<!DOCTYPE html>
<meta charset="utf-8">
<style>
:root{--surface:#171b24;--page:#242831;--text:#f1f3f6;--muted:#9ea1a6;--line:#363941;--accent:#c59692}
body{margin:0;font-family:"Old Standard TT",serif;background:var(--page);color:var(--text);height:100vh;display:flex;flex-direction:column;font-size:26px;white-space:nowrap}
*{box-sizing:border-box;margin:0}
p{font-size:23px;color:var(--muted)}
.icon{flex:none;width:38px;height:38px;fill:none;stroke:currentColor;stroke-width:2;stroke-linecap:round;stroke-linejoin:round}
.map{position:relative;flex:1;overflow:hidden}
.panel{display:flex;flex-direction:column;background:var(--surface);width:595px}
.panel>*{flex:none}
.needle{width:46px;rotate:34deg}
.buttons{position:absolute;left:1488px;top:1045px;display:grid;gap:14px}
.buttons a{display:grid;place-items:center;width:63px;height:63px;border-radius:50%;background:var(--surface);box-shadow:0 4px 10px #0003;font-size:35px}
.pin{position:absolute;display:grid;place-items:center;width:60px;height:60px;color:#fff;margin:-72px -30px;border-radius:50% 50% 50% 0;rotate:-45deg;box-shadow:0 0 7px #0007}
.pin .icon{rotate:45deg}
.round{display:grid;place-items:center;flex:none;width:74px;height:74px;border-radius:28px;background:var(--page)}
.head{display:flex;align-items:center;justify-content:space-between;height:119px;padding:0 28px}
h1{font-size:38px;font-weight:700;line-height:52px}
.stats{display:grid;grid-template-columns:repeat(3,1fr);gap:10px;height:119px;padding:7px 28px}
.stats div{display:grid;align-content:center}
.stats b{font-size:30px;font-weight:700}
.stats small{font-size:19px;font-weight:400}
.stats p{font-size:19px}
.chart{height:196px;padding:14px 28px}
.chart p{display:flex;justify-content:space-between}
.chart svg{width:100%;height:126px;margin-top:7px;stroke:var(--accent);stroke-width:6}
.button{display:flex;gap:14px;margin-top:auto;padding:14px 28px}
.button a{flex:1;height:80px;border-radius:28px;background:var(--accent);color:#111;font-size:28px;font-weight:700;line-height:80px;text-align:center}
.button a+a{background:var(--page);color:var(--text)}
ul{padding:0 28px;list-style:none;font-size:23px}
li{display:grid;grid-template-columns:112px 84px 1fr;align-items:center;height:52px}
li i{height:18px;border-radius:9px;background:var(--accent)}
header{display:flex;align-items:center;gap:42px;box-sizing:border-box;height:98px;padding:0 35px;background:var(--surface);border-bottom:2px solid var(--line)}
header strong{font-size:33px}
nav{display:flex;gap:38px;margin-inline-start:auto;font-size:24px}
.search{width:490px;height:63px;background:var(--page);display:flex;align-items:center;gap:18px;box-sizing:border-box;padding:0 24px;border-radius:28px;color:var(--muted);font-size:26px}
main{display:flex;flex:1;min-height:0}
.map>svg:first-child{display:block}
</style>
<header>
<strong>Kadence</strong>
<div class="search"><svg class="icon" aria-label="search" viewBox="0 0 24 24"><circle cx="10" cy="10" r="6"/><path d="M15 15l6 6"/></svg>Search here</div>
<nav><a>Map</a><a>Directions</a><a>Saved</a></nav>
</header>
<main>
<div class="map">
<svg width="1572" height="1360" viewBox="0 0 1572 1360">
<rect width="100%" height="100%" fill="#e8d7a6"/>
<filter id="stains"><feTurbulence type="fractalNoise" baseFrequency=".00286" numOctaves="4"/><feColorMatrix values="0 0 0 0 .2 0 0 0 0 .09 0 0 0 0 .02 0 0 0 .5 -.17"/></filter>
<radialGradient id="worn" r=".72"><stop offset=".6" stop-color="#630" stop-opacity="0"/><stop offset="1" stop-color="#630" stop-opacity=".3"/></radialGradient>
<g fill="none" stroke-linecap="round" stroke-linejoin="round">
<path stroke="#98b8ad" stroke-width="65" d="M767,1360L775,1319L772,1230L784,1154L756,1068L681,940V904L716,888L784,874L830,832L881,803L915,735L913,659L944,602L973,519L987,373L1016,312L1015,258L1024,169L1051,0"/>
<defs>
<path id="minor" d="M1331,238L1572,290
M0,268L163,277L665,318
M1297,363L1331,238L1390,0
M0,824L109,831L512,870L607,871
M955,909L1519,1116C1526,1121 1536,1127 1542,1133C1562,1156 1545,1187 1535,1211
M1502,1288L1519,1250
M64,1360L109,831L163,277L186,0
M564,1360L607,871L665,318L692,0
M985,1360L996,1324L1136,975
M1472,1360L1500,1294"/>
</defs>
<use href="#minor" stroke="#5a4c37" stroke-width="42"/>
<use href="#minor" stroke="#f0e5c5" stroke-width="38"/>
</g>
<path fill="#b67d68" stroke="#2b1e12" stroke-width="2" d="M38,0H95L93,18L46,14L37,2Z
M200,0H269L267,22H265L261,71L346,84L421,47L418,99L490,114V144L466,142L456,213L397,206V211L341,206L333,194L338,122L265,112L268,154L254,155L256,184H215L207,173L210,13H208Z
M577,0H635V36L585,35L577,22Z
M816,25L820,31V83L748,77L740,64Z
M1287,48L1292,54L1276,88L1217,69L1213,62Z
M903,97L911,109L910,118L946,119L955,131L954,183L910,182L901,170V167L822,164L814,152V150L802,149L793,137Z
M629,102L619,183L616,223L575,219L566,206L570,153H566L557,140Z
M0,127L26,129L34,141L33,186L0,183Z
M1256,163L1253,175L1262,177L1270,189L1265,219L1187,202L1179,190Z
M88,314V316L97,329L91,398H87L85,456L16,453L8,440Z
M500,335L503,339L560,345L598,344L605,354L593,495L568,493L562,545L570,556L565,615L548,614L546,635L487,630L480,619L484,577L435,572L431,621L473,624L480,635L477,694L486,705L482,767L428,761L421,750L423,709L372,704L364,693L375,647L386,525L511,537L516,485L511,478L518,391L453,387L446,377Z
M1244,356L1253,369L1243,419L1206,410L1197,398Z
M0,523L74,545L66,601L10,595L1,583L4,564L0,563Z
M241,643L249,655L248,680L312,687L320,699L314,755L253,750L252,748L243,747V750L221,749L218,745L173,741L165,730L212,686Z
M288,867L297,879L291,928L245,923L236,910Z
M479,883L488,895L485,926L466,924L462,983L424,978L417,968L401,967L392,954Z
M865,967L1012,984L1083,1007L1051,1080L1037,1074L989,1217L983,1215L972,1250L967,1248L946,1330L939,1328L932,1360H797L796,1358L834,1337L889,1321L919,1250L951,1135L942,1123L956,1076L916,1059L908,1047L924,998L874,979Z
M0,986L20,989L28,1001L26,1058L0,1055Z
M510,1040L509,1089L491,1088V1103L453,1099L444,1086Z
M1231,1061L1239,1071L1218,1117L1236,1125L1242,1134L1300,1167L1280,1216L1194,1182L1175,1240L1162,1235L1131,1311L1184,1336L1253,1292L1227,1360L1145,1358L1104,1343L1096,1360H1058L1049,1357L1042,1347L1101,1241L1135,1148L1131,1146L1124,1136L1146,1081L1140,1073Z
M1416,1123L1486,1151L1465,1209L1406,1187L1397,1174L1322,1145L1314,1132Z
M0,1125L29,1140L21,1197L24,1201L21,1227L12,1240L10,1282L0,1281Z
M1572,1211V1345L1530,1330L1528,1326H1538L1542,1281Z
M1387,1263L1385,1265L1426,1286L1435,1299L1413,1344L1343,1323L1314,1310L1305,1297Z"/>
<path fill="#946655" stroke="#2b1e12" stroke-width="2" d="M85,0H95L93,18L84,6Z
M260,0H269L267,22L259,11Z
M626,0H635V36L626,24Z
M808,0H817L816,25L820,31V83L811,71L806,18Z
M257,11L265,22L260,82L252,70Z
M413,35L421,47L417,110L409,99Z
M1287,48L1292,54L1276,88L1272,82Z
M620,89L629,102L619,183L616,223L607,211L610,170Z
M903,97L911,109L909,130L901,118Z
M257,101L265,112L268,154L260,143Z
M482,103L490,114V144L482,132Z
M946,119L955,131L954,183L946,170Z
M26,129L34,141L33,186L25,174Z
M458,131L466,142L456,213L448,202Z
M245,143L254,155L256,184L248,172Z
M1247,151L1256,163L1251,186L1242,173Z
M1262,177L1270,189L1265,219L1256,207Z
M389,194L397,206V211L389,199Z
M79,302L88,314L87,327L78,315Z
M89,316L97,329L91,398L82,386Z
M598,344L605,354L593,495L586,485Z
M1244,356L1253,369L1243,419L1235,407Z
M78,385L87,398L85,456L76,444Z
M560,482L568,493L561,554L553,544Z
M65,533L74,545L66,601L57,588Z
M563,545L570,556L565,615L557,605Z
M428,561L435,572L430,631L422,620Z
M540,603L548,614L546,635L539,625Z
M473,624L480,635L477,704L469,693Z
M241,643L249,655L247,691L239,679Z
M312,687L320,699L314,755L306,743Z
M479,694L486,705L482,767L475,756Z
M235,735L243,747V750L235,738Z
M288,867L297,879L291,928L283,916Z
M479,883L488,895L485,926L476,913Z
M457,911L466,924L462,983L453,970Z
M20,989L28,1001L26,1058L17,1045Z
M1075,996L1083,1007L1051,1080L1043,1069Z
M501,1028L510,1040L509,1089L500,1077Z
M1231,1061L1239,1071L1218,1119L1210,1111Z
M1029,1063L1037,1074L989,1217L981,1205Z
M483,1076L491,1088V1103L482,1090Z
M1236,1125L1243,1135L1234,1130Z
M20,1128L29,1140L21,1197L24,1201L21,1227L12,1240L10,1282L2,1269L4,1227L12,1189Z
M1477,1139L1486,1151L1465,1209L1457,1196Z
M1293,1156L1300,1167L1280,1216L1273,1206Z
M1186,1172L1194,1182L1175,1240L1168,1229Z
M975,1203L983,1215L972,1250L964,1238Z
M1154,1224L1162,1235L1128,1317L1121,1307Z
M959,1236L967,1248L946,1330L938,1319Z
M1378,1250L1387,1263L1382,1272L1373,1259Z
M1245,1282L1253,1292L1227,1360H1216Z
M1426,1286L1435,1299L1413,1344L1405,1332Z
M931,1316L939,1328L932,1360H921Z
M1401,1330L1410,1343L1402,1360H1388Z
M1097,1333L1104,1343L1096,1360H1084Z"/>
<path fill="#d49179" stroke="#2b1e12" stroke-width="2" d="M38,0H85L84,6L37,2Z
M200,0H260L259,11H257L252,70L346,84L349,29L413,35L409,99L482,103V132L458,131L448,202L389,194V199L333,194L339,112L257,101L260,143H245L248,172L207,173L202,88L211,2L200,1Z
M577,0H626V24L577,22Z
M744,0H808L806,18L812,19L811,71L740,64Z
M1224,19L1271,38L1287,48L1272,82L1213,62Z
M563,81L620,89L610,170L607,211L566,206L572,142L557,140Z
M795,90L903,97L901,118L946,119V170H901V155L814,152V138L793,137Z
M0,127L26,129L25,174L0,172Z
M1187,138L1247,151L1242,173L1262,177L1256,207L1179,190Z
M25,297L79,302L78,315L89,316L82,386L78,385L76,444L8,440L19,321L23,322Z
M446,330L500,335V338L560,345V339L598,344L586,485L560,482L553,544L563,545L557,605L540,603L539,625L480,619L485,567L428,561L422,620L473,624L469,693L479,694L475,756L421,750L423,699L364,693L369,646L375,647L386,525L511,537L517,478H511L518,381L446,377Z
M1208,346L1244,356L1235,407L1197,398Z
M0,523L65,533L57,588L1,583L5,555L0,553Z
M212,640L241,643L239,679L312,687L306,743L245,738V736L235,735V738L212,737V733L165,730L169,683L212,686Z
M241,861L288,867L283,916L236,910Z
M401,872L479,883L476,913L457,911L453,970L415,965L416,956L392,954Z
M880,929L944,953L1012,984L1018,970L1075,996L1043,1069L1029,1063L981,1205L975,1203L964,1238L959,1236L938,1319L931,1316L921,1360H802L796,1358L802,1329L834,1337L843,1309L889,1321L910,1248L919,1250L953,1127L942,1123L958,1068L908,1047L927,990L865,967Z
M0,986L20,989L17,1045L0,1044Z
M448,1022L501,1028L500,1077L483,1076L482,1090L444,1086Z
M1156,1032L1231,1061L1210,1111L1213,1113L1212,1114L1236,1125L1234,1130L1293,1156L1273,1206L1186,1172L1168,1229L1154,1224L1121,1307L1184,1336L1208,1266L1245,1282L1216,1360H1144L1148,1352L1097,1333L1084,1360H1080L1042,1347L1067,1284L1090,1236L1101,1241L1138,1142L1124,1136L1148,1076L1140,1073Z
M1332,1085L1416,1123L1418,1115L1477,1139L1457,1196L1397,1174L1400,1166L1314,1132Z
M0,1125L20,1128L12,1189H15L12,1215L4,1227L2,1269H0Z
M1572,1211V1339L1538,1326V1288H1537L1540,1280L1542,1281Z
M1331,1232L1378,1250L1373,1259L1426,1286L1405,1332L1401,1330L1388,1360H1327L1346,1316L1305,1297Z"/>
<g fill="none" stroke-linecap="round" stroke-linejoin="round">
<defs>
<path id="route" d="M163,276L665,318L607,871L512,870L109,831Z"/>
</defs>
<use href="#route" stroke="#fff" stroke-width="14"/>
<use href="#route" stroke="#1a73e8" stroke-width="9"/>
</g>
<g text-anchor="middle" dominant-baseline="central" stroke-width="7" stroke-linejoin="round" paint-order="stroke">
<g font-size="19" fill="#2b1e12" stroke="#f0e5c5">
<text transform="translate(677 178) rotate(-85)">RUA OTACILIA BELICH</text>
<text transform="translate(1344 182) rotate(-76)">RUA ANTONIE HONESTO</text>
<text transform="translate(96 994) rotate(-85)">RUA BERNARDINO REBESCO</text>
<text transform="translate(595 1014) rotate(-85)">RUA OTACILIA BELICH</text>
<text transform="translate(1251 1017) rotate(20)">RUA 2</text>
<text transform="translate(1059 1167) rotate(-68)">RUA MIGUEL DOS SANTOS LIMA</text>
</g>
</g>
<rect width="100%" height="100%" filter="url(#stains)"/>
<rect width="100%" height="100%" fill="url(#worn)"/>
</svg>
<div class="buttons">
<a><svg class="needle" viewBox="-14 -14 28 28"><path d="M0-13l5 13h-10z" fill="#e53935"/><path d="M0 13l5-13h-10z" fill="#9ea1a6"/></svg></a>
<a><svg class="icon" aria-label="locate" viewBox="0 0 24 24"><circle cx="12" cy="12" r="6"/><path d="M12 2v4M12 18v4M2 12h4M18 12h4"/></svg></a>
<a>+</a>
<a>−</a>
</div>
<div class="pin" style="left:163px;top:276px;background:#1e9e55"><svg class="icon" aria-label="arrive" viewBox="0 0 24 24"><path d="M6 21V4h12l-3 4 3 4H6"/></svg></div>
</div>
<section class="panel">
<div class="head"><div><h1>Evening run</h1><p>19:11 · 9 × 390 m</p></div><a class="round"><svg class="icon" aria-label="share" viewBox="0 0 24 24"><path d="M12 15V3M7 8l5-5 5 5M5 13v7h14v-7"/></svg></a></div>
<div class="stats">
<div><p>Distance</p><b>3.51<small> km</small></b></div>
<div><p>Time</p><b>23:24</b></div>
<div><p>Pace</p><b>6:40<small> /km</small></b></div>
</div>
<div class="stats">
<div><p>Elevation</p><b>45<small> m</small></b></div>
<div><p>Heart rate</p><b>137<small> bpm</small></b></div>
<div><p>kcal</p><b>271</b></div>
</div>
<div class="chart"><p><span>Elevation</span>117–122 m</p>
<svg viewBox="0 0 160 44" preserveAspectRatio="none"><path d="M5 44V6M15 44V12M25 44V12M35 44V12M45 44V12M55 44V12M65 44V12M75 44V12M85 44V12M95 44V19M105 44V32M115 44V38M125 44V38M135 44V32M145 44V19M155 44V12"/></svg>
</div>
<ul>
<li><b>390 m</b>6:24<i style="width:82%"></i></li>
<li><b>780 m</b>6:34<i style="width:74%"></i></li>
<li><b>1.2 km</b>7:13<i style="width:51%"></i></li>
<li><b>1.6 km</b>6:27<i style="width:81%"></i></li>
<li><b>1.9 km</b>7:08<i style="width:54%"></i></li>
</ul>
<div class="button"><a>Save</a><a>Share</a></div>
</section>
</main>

------------------------------------------------------------

What to work on
Find the string "buttons" in the data. Report each line it appears in.

Task answer
.buttons{position:absolute;left:1488px;top:1045px;display:grid;gap:14px}
.buttons a{display:grid;place-items:center;width:63px;height:63px;border-radius:50%;background:var(--surface);box-shadow:0 4px 10px #0003;font-size:35px}
<div class="buttons">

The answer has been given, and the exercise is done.